Simulation of the Interaction Between a Jet and the Magnetic Field of a Galaxy Cluster. Movie of the interaction between a jet and the magnetic field of a galaxy cluster, as simulated by ATERUI II. The color of the jet represents the velocity of the gas. The higher velocity part of the jet is shown in orange, and the slower part is shown in blue. The yellow lines represent the magnetic field lines. In the last scene, the intensity of electromagnetic radiation predicted by the simulation is shown in yellow. Credit: Takumi Ohmura, Mami Machida, Hirotaka Nakayama, 4D2U Project, NAOJ

An international team of astronomers including Haruka Sakemi, a graduate student at Kyushu University (now a research fellow at the National Astronomical Observatory of Japan – NAOJ), used the MeerKAT radio telescope located in the Northern Karoo desert of South Africa to observe a bright galaxy in the merging galaxy cluster Abell 3376 known as MRC 0600-399. Located more than 600 million light-years away in the direction of the constellation Columba, MRC 0600-399 is known to have unusual jet structures bent to 90-degree angles. Previous X-ray observations revealed that MRC 0600-399 is the core of a sub-cluster penetrating the main cluster of galaxies, indicating the presence of strong magnetic layers at the boundary between the main and sub-clusters. These features make MRC 0600-399 an ideal laboratory to investigate interactions between jets and strong magnetic layers.
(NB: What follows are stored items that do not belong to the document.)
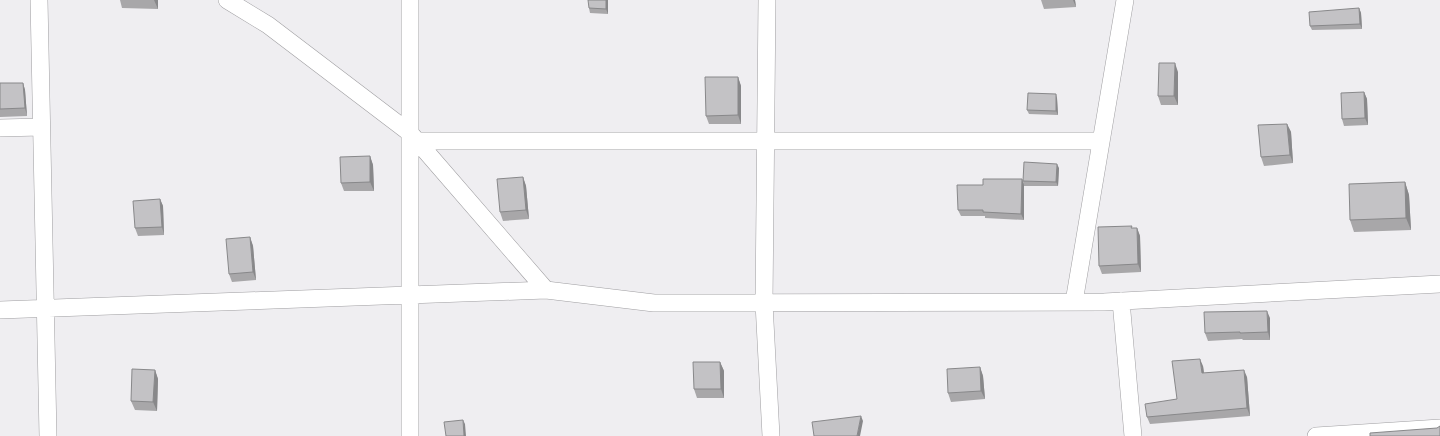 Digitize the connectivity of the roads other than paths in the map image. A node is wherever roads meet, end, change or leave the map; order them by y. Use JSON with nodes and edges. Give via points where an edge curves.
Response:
{"nodes":[{"id":1,"x":38,"y":0,"type":"edge"},
{"id":2,"x":227,"y":0,"type":"edge"},
{"id":3,"x":410,"y":0,"type":"edge"},
{"id":4,"x":767,"y":0,"type":"edge"},
{"id":5,"x":1126,"y":0,"type":"edge"},
{"id":6,"x":41,"y":127,"type":"junction"},
{"id":7,"x":0,"y":128,"type":"edge"},
{"id":8,"x":413,"y":137,"type":"junction"},
{"id":9,"x":765,"y":140,"type":"junction"},
{"id":10,"x":1101,"y":141,"type":"junction"},
{"id":11,"x":1440,"y":284,"type":"edge"},
{"id":12,"x":546,"y":290,"type":"junction"},
{"id":13,"x":410,"y":295,"type":"junction"},
{"id":14,"x":1121,"y":301,"type":"junction"},
{"id":15,"x":1074,"y":302,"type":"junction"},
{"id":16,"x":764,"y":303,"type":"junction"},
{"id":17,"x":45,"y":308,"type":"junction"},
{"id":18,"x":0,"y":310,"type":"edge"},
{"id":19,"x":1440,"y":428,"type":"edge"},
{"id":20,"x":48,"y":436,"type":"edge"},
{"id":21,"x":410,"y":436,"type":"edge"},
{"id":22,"x":771,"y":436,"type":"edge"},
{"id":23,"x":1133,"y":436,"type":"edge"},
{"id":24,"x":1316,"y":436,"type":"edge"}],
"edges":[{"from":1,"to":6,"type":"street"},
{"from":2,"to":8,"type":"street","via":[[268,25]]},
{"from":3,"to":8,"type":"street"},
{"from":4,"to":9,"type":"street"},
{"from":5,"to":10,"type":"street"},
{"from":6,"to":7,"type":"street"},
{"from":6,"to":17,"type":"street"},
{"from":8,"to":9,"type":"street"},
{"from":8,"to":12,"type":"street"},
{"from":8,"to":13,"type":"street"},
{"from":9,"to":10,"type":"street"},
{"from":9,"to":16,"type":"street"},
{"from":10,"to":15,"type":"street"},
{"from":11,"to":14,"type":"street"},
{"from":12,"to":13,"type":"street"},
{"from":12,"to":16,"type":"street","via":[[654,303]]},
{"from":13,"to":17,"type":"street"},
{"from":13,"to":21,"type":"street"},
{"from":14,"to":15,"type":"street"},
{"from":14,"to":23,"type":"street"},
{"from":15,"to":16,"type":"street"},
{"from":16,"to":22,"type":"street"},
{"from":17,"to":18,"type":"street"},
{"from":17,"to":20,"type":"street"},
{"from":19,"to":24,"type":"street"}]} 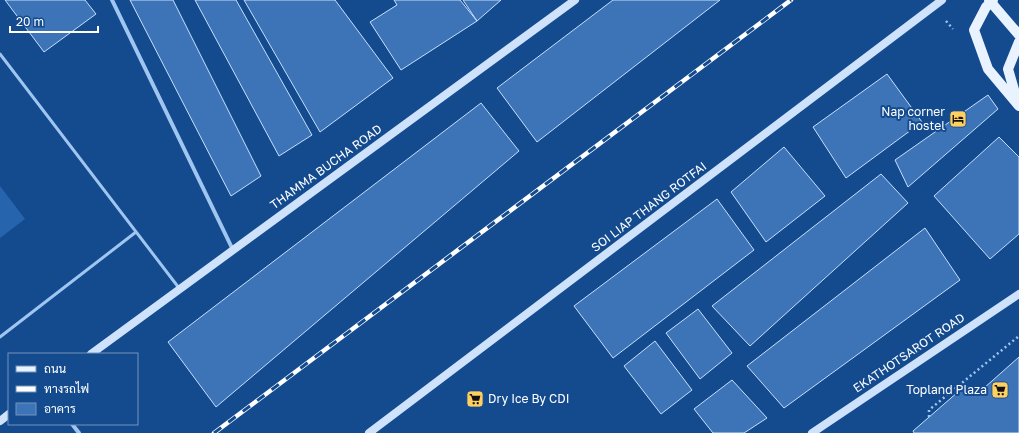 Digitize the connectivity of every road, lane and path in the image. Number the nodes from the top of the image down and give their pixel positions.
1 (112, 0) edge
2 (575, 0) edge
3 (942, 0) edge
4 (989, 0) edge
5 (993, 0) edge
6 (1019, 35) edge
7 (1019, 42) edge
8 (0, 54) edge
9 (1019, 106) edge
10 (136, 232) junction
11 (233, 250) junction
12 (180, 289) junction
13 (1019, 294) edge
14 (1019, 336) edge
15 (0, 337) edge
16 (92, 353) edge
17 (929, 417) dead end
18 (73, 425) edge
19 (79, 433) edge
20 (369, 433) edge
21 (812, 433) edge

1 - 11 street
2 - 11 main road, THAMMA BUCHA ROAD
3 - 20 main road, SOI LIAP THANG ROTFAI
4 - 6 main road, bridge
5 - 9 main road
7 - 9 main road
8 - 10 lane
10 - 12 lane
10 - 15 lane
11 - 12 main road, THAMMA BUCHA ROAD
12 - 16 main road, THAMMA BUCHA ROAD
13 - 21 main road, EKATHOTSAROT ROAD
14 - 17 path
18 - 19 street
The MeerKAT observations revealed unprecedented details of the jets, most strikingly, faint “double-scythe” structure extending in the opposite direction from the bend points and creating a “T” shape. These new details show that, like a stream of water hitting a pane of glass, this is a very chaotic collision. Dedicated computer simulations are required to explain the observed jet morphology and possible magnetic field configurations.

Takumi Ohmura, a graduate student at Kyushu University (now a research fellow at the University of Tokyo’s Institute for Cosmic-Ray Research – ICRR), from the team performed simulations on NAOJ’s supercomputer ATERUI II, the most powerful computer in the world dedicated to astronomical calculations. The simulations assumed an arch-like strong magnetic field, neglecting messy details like turbulence and the motion of the galaxy.

This simple model provides a good match to the observations, indicating that the magnetic pattern used in the simulation reflects the actual magnetic field intensity and structure around MRC 0600-399. More importantly, it demonstrates that the simulations can successfully represent the underlying physics so that they can be used on other objects to characterize more complex magnetic field structures in clusters of galaxies. This provides astronomers with a new way to understand the magnetized Universe and a tool to analyze the higher-quality data from future radio observatories like the SKA (the Square Kilometer Array).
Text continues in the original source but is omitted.